While rotations are easily invertible, not all linear/affine maps are. How do I interpret a rectangular or singular LinearMap?

Evizero commented 7 years ago

Stupid question: What would be the difference implementation-wise between an active LinearMap and a passive LinearMap? To me as an domain outsider it looks like the only difference is how one "thinks" about what the transformation represents. Am I wrong in this?

timholy commented 7 years ago

Currently AffineMap, LinearMap and Translation are specified in the active sense (the inputs are the vector/matrix to apply to the points, not the axes).

As far as ImageTransformations goes, the points are the coordinates, so an active transformation on the coordinates is a passive transformation with respect to the image. This is why I'm not sure that adding this terminology would be all that helpful. In the end these are just functions that map one SVector to another, and I think we should keep it that way.

c42f commented 7 years ago

I'm in favor of documenting that all transformations are passive.

@timholy that doesn't really make sense to me. Then what about applications where an active interpretation is the natural one?

I'm actually quite happy with the way we currently define AffineMap, which is a purely algebraic operational definition based on the components:

help?> AffineMap
...
  A concrete affine transformation. To construct the mapping x -> M*x + v, use

  AffineMap(M, v)

  where M is a matrix and v a vector.
...

@Evizero that's right, it's an interpretation issue.

c42f commented 7 years ago

Oh, we overlapped there Tim. My comment was in relation to your previous one about just documenting everything is passive.

timholy commented 7 years ago

My fault, I was rushing through a week's worth of Julia email backlog...

singularitti commented 1 year ago

Is there any update on this issue? I am looking forward to a package that has passive transformations.
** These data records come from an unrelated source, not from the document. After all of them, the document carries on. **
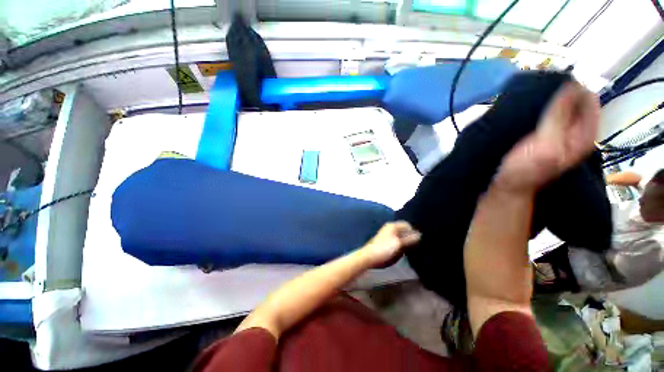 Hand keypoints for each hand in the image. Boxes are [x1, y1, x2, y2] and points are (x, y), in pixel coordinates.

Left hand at [362, 221, 420, 267]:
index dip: (414, 231)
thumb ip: (410, 239)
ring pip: (399, 235)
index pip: (406, 224)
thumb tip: (420, 234)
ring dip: (405, 241)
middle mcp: (389, 228)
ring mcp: (386, 234)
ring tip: (412, 248)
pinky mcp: (384, 242)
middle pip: (403, 230)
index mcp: (392, 226)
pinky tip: (403, 251)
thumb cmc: (384, 248)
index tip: (421, 239)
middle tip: (418, 244)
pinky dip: (400, 244)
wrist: (369, 256)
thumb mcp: (399, 244)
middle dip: (410, 235)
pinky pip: (396, 240)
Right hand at [495, 81, 599, 192]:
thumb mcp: (546, 143)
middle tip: (539, 93)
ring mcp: (561, 132)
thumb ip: (560, 116)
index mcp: (585, 134)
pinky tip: (529, 108)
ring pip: (562, 106)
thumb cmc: (526, 168)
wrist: (508, 184)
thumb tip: (570, 84)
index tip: (552, 85)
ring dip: (550, 100)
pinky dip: (541, 107)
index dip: (574, 89)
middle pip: (577, 101)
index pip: (589, 100)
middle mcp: (577, 131)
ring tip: (532, 98)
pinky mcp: (546, 133)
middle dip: (561, 93)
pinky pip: (549, 113) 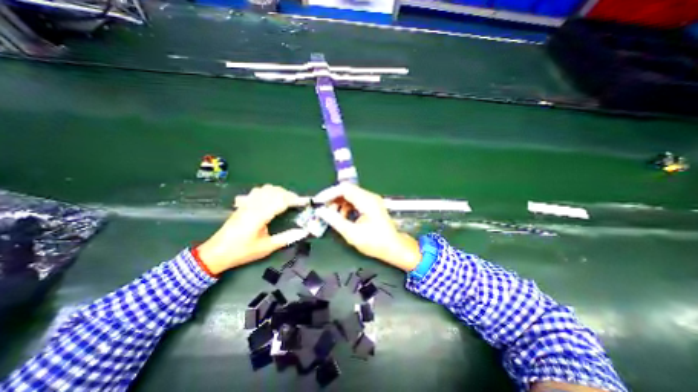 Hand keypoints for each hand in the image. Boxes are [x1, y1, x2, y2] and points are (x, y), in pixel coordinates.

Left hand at [195, 185, 305, 272]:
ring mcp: (247, 203)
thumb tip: (303, 232)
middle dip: (290, 194)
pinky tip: (271, 198)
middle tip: (299, 203)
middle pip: (275, 191)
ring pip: (266, 188)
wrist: (216, 253)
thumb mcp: (267, 247)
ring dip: (279, 191)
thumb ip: (286, 238)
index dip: (296, 200)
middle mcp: (253, 206)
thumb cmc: (242, 251)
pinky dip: (269, 191)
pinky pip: (257, 191)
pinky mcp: (243, 204)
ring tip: (287, 200)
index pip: (281, 201)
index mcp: (260, 215)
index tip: (306, 202)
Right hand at [315, 183, 422, 268]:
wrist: (394, 247)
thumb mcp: (352, 233)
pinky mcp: (371, 205)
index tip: (319, 201)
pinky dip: (346, 207)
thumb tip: (321, 211)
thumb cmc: (375, 242)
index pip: (344, 188)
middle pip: (347, 190)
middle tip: (324, 210)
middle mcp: (369, 196)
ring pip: (350, 195)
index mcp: (367, 201)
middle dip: (333, 199)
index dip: (329, 193)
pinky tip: (343, 217)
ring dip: (339, 203)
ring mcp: (371, 200)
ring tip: (333, 216)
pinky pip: (355, 200)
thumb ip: (335, 221) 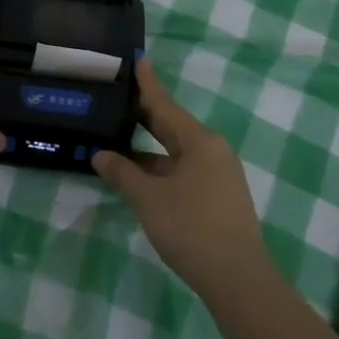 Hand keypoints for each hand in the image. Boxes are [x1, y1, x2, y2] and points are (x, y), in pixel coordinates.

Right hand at [92, 57, 268, 299]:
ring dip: (149, 149)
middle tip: (118, 98)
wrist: (238, 280)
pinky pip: (185, 171)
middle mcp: (213, 150)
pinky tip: (141, 176)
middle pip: (172, 126)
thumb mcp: (149, 199)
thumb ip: (122, 173)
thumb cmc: (191, 228)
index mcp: (199, 141)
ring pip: (177, 152)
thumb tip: (100, 154)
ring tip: (119, 140)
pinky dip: (161, 168)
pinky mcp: (220, 198)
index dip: (147, 83)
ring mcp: (219, 175)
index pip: (165, 104)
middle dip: (145, 115)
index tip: (137, 58) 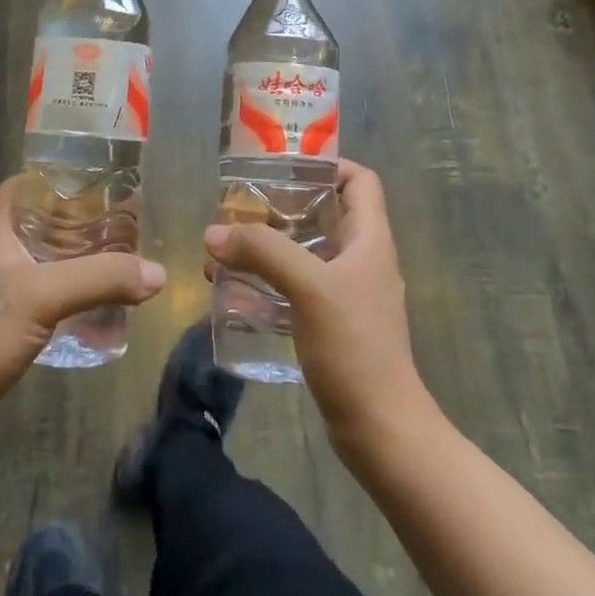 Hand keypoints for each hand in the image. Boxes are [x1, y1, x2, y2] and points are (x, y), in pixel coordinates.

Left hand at [0, 176, 166, 444]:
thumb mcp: (42, 297)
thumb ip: (101, 279)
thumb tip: (159, 274)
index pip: (33, 182)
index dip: (69, 179)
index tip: (109, 186)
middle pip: (43, 221)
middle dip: (83, 224)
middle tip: (125, 228)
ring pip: (42, 259)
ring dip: (76, 261)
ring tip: (118, 264)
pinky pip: (39, 292)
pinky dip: (66, 292)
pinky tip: (93, 307)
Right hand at [205, 160, 429, 459]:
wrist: (381, 430)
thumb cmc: (355, 347)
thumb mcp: (309, 287)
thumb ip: (263, 252)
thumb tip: (213, 233)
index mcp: (370, 239)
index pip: (360, 180)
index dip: (327, 164)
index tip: (283, 167)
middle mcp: (363, 259)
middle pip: (326, 214)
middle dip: (282, 206)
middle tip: (240, 207)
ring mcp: (349, 294)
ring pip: (307, 253)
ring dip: (269, 247)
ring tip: (226, 250)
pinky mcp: (334, 325)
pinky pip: (298, 288)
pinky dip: (270, 282)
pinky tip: (236, 292) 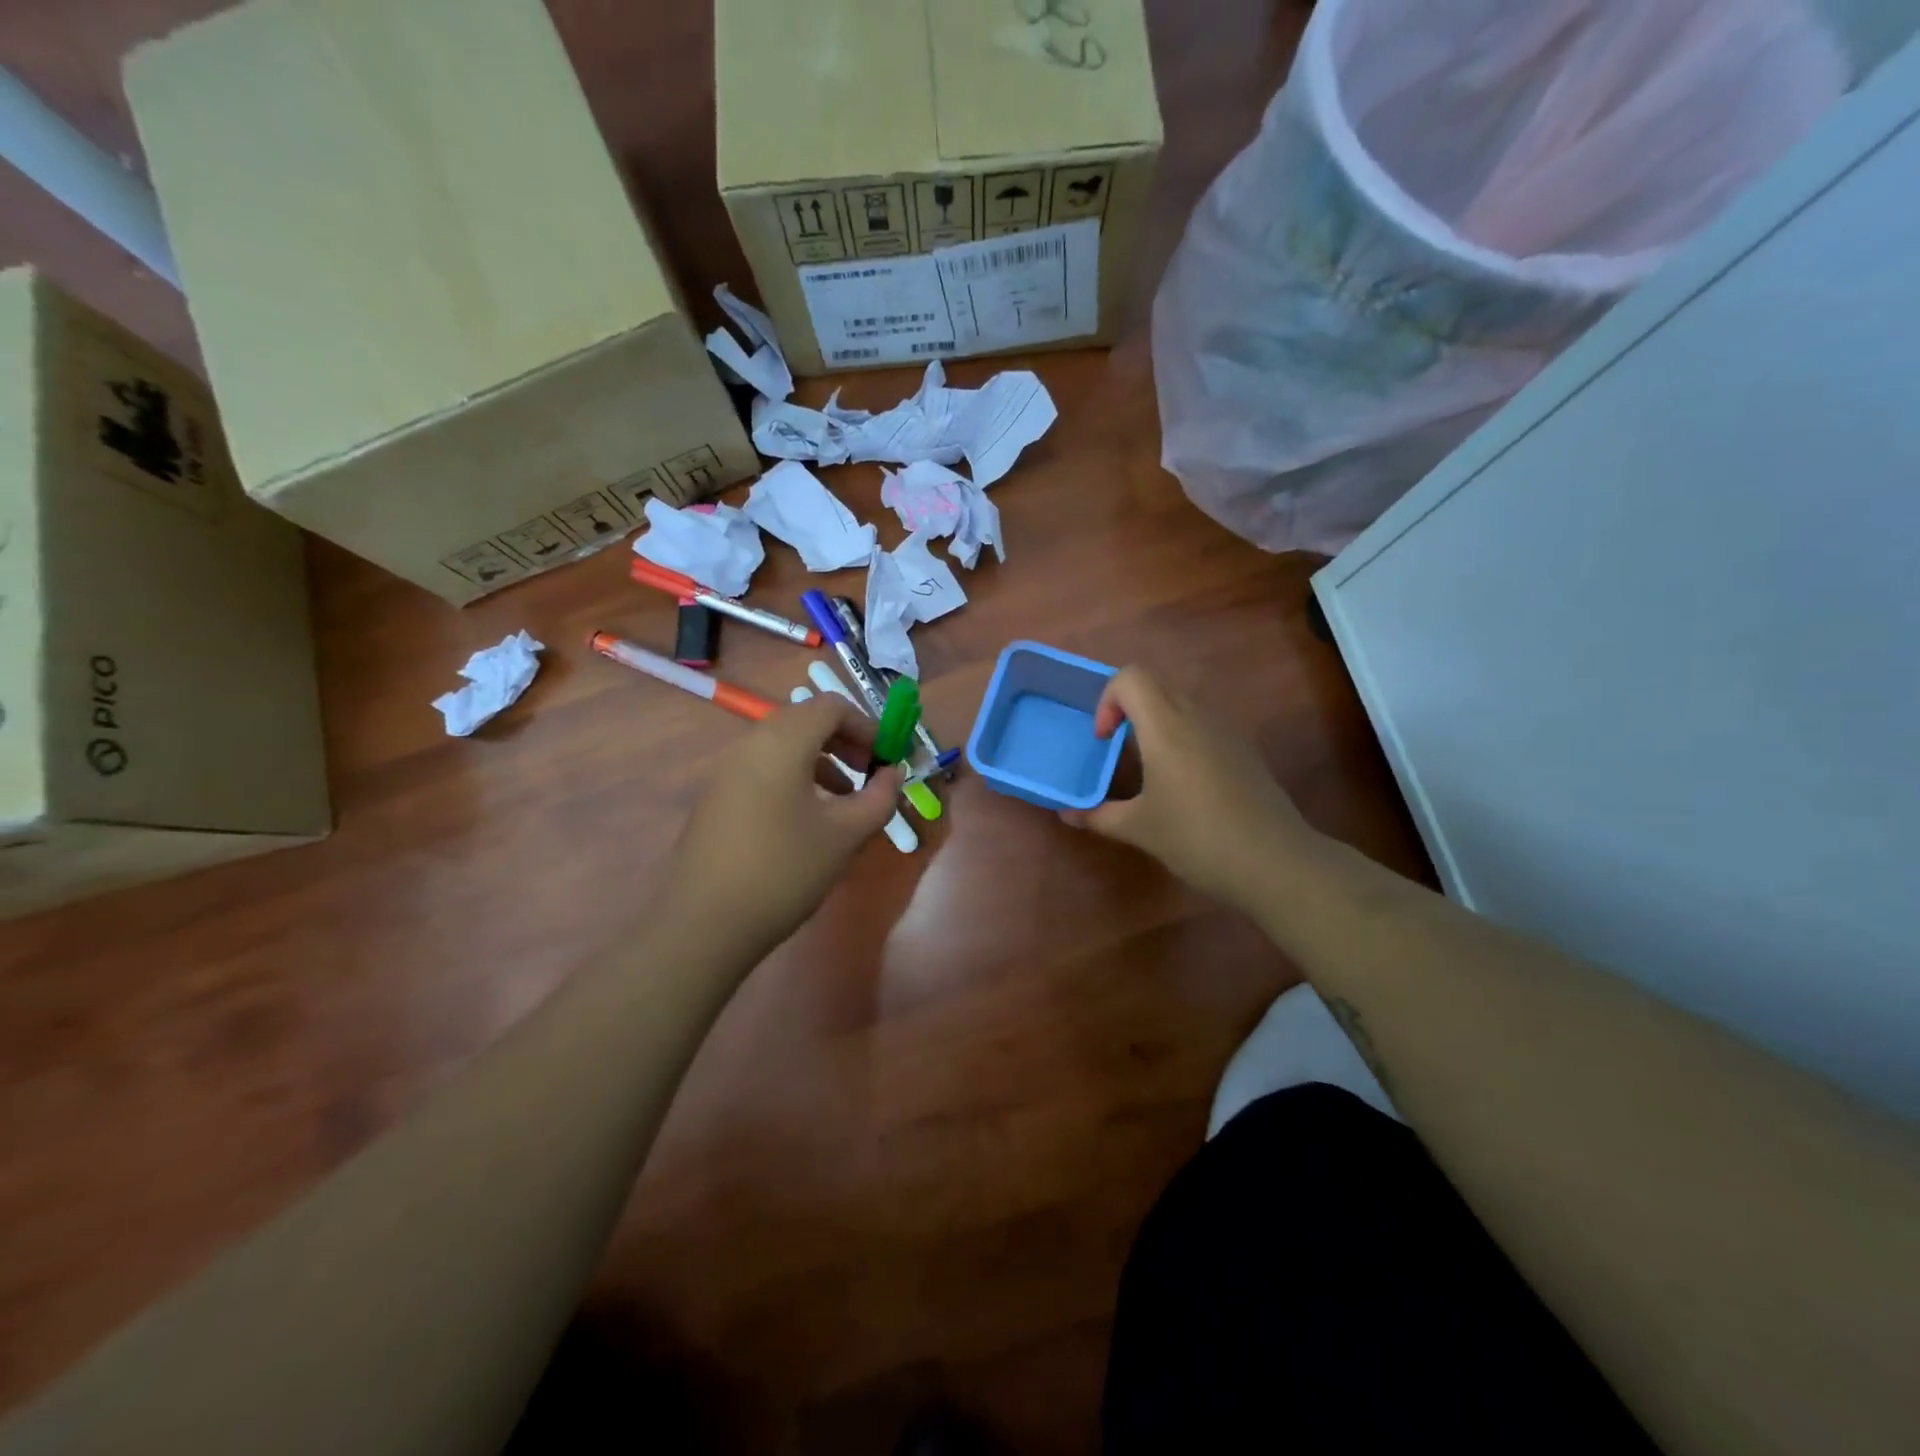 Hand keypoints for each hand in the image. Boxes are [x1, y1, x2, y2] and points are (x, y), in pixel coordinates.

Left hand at [665, 695, 905, 954]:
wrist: (704, 923)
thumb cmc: (784, 870)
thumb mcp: (844, 835)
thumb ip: (878, 798)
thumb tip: (893, 774)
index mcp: (782, 742)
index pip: (831, 706)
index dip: (867, 726)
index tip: (887, 758)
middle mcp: (751, 744)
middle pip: (806, 720)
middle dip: (846, 741)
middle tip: (870, 774)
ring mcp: (728, 770)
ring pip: (785, 746)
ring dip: (822, 760)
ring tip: (845, 800)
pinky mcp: (718, 796)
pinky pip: (765, 768)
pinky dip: (796, 777)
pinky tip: (808, 819)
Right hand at [1062, 667, 1322, 913]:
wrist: (1276, 862)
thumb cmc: (1198, 839)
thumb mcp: (1140, 829)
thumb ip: (1099, 815)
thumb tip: (1068, 814)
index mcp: (1166, 727)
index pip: (1130, 678)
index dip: (1107, 701)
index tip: (1104, 741)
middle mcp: (1197, 717)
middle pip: (1155, 687)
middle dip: (1127, 711)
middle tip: (1117, 752)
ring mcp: (1226, 731)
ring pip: (1181, 705)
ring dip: (1156, 724)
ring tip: (1148, 770)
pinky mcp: (1244, 750)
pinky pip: (1203, 726)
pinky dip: (1182, 739)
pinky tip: (1184, 786) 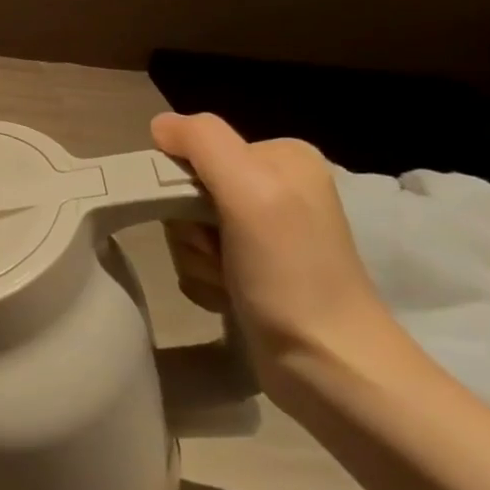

andyferris commented 1 year ago

Is there any update on this issue?

Well - not really.

As Tim alludes to above, such an interpretation really plays out when the user applies the transformation to do something. (E.g. in a ray tracer, you could either apply a transforms to the rays, or to the geometry the rays intersect with, and you'd get the same result either way perhaps with performance and/or rounding differences).

Further, users can use inv for inverses, and could overload pinv as necessary, so all the basic functionality to do either already exists.